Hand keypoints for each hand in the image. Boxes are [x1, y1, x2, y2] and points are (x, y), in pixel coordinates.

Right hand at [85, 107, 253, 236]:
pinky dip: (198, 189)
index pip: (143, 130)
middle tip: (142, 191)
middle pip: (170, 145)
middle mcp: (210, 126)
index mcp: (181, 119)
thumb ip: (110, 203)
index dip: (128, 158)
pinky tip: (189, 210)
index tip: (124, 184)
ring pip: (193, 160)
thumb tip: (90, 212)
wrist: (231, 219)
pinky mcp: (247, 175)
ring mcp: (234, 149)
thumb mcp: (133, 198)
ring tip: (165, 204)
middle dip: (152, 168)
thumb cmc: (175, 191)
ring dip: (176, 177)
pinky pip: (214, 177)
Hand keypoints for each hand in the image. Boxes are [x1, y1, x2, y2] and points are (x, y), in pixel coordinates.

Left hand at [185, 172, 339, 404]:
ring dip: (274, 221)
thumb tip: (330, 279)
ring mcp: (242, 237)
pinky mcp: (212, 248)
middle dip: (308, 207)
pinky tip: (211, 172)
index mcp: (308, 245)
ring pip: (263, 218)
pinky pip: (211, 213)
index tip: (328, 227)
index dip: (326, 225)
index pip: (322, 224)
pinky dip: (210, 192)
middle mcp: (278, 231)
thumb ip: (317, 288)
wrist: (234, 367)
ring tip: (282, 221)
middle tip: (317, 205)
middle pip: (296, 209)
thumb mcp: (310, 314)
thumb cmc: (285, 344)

* * *

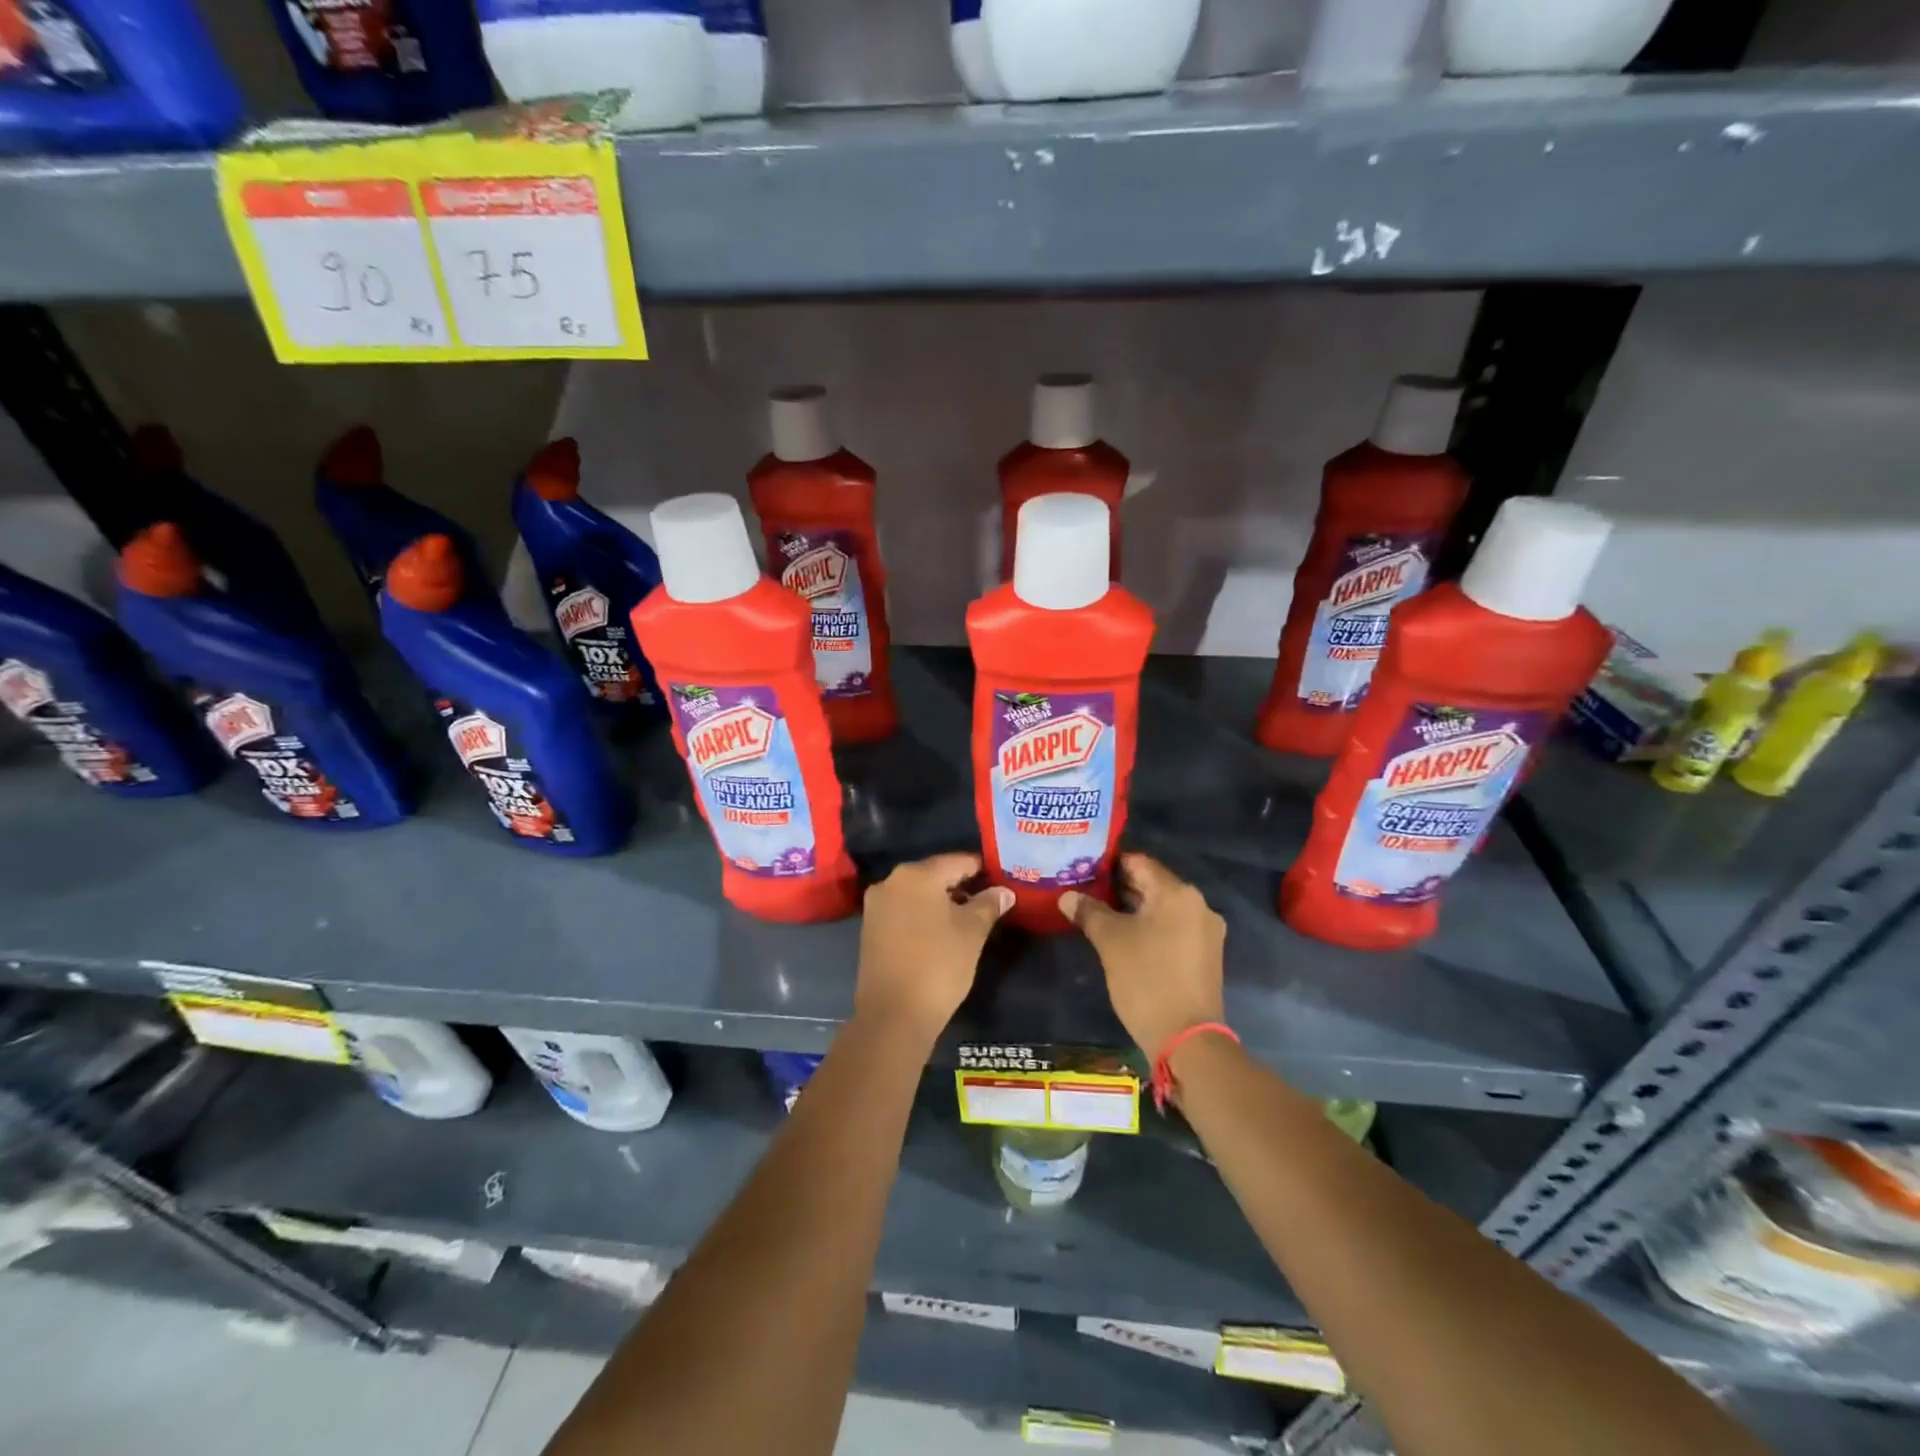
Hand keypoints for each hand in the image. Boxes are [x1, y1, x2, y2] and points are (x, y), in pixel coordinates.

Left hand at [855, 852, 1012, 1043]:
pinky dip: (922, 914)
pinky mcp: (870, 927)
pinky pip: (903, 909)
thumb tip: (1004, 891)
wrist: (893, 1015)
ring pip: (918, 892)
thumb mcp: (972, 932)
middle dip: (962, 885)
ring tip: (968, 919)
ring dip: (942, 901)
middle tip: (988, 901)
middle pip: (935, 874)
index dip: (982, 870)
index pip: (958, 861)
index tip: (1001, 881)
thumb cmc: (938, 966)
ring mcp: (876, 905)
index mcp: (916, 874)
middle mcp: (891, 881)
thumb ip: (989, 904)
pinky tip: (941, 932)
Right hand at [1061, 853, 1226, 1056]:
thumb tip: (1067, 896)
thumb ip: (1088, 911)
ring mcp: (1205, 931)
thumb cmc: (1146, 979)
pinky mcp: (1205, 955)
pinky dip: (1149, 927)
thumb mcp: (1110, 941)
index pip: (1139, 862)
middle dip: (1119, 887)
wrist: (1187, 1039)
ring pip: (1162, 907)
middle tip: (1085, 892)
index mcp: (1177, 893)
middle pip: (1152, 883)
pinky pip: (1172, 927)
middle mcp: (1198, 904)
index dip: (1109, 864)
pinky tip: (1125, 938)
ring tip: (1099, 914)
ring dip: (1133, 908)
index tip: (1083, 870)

TASK STATEMENT: Within the material, how many lines hold the string "hand"? Give the number by itself.

OUTPUT FOR THIS EXERCISE: 7